- THE PROBLEM
Check each line of the listing for the string "bridge". Copy those where it appears.

- DATA LISTING

————————

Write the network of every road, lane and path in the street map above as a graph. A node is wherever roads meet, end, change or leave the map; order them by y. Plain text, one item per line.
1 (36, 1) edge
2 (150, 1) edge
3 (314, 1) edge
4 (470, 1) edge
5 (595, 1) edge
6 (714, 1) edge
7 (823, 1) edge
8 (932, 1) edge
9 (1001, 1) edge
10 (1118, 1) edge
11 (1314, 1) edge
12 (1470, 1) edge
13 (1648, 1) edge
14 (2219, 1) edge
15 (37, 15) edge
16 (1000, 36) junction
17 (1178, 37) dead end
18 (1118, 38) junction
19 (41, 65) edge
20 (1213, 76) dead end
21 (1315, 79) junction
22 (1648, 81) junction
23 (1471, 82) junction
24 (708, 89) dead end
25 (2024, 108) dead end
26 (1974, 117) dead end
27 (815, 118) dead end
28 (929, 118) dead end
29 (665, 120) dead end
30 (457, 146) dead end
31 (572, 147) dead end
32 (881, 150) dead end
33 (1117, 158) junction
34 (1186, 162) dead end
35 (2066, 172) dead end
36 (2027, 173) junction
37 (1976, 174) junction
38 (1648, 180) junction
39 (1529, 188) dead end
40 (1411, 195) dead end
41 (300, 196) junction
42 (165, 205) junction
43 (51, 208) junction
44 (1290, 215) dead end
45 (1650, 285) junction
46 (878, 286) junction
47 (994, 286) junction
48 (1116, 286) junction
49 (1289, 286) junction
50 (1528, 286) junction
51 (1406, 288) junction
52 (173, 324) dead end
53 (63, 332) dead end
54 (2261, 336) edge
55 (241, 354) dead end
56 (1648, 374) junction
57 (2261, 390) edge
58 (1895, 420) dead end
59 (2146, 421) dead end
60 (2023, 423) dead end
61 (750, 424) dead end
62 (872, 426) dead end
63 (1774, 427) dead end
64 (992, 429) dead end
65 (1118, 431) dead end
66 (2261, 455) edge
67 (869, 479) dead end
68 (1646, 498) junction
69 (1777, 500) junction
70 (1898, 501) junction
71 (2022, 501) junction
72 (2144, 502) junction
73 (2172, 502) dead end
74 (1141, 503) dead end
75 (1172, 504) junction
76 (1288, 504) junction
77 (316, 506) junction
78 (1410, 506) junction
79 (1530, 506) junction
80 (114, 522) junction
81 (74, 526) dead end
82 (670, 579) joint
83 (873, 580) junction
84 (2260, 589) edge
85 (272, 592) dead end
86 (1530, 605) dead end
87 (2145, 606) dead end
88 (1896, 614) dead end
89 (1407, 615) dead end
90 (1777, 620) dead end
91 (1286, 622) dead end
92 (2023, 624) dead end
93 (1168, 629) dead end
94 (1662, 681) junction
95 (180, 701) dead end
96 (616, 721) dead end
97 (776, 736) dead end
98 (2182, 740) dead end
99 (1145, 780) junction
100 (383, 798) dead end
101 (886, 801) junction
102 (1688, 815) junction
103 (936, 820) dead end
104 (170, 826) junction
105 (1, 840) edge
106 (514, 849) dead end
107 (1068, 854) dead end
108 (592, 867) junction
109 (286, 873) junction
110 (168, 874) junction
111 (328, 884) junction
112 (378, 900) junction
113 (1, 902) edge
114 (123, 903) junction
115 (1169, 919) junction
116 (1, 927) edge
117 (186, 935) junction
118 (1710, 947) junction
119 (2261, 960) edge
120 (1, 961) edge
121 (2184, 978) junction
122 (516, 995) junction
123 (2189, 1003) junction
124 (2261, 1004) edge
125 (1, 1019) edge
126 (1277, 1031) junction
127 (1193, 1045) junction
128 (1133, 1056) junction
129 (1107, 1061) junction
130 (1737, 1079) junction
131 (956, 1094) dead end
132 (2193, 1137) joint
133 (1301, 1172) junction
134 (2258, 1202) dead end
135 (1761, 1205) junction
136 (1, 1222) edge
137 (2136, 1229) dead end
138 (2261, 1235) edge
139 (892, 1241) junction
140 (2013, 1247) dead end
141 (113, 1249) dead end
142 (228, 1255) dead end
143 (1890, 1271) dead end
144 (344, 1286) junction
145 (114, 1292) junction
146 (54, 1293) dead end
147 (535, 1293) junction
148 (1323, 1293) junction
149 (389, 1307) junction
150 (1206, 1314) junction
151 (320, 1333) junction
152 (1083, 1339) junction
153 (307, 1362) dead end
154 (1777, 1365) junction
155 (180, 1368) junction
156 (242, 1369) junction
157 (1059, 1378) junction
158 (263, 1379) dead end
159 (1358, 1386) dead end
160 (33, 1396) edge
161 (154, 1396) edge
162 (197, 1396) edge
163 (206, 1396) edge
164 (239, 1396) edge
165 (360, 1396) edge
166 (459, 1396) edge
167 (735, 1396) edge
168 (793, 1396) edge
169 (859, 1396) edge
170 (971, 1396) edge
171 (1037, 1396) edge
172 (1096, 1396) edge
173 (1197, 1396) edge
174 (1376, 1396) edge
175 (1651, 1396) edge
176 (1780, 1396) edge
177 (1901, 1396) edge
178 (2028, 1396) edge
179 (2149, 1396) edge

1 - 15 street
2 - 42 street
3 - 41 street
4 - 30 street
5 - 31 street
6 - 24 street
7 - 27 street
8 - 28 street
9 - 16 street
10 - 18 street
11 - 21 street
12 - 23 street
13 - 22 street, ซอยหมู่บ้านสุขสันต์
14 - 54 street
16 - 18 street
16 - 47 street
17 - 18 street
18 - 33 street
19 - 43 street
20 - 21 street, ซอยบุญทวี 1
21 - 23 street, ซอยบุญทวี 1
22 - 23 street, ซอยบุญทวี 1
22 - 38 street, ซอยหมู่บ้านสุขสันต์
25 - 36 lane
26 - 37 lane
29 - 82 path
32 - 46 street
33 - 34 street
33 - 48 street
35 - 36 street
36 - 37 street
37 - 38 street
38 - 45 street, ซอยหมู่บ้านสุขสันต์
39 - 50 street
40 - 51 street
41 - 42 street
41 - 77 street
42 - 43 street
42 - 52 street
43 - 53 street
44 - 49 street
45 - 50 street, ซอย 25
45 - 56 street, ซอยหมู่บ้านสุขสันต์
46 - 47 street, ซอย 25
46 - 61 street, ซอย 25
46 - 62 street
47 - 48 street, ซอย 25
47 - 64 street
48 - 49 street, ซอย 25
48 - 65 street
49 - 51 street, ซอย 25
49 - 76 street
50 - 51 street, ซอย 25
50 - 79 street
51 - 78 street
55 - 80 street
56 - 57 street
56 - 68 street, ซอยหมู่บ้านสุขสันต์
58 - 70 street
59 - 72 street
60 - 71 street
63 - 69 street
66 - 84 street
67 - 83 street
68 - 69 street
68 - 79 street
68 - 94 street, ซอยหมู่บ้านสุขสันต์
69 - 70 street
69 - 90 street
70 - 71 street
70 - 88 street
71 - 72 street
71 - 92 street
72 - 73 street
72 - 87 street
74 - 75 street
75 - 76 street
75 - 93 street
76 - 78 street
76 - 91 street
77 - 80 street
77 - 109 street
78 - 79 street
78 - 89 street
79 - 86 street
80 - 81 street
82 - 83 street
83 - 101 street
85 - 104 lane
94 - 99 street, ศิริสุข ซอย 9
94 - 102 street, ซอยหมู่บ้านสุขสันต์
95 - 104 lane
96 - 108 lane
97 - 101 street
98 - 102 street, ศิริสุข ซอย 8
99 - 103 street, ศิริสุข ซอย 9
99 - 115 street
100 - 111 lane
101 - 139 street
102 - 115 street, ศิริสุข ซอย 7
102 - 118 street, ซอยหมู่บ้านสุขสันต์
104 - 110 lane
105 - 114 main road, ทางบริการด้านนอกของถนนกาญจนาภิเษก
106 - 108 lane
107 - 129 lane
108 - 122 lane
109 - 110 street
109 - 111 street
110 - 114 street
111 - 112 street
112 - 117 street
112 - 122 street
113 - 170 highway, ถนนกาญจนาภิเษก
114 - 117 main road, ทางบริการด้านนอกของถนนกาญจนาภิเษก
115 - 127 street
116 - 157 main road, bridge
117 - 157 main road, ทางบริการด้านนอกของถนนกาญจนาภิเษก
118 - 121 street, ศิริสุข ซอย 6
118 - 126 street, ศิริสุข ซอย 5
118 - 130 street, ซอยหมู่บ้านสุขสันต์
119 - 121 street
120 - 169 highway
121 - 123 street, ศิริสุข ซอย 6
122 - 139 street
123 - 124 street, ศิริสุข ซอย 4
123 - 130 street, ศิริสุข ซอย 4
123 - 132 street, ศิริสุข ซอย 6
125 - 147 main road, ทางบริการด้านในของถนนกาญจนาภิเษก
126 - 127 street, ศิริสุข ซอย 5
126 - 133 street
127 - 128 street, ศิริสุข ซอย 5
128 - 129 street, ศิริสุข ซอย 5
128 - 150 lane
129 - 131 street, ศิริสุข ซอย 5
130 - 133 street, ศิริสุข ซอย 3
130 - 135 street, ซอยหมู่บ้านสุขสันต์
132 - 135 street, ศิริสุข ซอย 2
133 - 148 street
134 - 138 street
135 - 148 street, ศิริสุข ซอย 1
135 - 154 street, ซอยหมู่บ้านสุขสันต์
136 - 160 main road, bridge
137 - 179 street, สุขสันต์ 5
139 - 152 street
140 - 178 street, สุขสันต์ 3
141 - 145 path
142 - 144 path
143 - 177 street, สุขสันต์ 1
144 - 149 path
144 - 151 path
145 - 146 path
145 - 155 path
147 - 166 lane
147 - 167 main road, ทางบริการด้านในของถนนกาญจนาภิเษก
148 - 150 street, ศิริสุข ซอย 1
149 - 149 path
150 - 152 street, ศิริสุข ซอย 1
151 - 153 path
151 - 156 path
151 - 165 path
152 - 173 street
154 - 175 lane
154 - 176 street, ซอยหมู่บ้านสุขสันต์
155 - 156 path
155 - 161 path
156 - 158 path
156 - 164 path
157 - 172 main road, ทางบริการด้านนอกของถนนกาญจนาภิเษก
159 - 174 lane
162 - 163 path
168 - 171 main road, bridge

————————

- RESULT FOR THIS EXERCISE
116 - 157 main road, bridge
136 - 160 main road, bridge
168 - 171 main road, bridge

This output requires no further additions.